> _Data listing_
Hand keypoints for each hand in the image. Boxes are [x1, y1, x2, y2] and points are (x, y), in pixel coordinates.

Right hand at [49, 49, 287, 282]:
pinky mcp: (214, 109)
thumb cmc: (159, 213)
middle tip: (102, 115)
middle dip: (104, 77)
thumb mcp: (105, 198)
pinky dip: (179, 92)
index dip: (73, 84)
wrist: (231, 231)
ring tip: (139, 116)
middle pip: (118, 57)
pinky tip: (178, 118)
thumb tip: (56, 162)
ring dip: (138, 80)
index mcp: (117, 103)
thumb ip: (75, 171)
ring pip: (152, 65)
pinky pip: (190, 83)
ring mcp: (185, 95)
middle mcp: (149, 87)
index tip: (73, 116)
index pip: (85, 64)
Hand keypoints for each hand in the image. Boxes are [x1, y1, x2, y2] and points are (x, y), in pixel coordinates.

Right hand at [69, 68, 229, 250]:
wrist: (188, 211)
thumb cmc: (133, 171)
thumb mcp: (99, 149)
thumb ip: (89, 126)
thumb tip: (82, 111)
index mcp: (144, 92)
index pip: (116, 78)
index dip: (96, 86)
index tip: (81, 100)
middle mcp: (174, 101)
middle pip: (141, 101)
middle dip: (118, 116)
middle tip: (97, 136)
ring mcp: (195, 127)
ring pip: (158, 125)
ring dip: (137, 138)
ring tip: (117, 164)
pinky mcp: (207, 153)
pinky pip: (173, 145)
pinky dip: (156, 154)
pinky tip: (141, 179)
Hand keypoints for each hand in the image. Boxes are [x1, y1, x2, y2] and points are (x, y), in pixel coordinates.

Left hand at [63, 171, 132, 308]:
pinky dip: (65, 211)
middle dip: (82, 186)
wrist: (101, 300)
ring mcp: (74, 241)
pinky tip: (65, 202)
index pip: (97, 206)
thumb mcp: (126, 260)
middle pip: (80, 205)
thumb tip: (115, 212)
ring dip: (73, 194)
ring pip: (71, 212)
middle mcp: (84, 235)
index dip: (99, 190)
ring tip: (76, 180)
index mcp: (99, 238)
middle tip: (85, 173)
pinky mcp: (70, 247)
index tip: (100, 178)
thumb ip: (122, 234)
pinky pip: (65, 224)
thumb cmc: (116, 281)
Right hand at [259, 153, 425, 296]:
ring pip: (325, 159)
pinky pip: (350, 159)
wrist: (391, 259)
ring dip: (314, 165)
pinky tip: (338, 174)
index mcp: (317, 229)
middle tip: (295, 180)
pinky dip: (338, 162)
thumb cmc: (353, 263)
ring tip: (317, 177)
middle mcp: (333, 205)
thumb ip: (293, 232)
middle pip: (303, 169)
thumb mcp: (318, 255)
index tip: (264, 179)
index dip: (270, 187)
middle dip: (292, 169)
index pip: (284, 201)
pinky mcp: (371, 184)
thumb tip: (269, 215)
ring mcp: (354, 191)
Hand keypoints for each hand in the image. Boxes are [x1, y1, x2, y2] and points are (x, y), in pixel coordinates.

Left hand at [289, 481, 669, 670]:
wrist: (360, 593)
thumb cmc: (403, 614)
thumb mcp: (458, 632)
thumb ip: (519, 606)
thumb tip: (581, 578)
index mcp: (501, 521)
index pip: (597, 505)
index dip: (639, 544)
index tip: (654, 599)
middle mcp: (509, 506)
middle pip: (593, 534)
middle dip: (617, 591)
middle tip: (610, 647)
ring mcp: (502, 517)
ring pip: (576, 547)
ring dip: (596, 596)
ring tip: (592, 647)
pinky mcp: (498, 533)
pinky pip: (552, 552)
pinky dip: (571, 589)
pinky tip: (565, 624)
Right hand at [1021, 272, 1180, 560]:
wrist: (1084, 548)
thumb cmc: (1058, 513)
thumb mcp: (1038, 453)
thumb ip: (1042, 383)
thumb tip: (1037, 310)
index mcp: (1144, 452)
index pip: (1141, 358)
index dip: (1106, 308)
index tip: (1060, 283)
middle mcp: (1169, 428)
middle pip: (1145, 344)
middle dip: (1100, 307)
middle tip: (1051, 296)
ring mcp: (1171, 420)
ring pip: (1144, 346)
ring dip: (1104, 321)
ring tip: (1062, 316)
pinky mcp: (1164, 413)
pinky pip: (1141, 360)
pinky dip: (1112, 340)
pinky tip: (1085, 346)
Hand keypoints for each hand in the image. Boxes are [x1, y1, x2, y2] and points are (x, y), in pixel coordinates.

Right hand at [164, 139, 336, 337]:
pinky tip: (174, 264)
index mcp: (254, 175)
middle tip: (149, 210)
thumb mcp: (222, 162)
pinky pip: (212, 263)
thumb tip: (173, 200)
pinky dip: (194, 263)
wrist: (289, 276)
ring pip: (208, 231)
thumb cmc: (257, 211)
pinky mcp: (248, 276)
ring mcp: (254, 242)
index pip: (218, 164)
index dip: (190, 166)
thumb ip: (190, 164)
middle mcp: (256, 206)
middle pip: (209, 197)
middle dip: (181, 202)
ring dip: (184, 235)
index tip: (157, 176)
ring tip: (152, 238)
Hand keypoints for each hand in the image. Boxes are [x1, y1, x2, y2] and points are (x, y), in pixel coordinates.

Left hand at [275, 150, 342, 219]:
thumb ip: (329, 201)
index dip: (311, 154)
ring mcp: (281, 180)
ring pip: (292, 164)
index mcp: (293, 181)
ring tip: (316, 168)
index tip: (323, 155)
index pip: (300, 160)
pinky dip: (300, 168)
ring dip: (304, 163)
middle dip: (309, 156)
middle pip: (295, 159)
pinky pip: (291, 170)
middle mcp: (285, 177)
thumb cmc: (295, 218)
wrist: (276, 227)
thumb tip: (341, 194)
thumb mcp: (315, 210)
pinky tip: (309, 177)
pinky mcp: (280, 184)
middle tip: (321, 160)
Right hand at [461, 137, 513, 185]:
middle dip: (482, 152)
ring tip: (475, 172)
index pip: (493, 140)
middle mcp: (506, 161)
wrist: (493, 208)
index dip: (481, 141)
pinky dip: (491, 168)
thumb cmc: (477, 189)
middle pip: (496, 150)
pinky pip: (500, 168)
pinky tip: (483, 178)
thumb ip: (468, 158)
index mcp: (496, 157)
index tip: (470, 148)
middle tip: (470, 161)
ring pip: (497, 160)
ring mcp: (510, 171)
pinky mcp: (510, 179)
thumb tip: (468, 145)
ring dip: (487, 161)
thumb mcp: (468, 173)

> _What is being asked_
Working from the material above, restate word for word the lines between the line with "ring tip: (475, 172)" and the line with "index tip: (470, 148)", both included, and only those.

> _Answer section_
ring tip: (475, 172)
index pip: (493, 140)
middle mcp: (506, 161)
wrist: (493, 208)
index dip: (481, 141)
pinky dip: (491, 168)
thumb cmc: (477, 189)
middle pip: (496, 150)
pinky pip: (500, 168)
pinky tip: (483, 178)
thumb ip: (468, 158)
index mcp: (496, 157)
index tip: (470, 148)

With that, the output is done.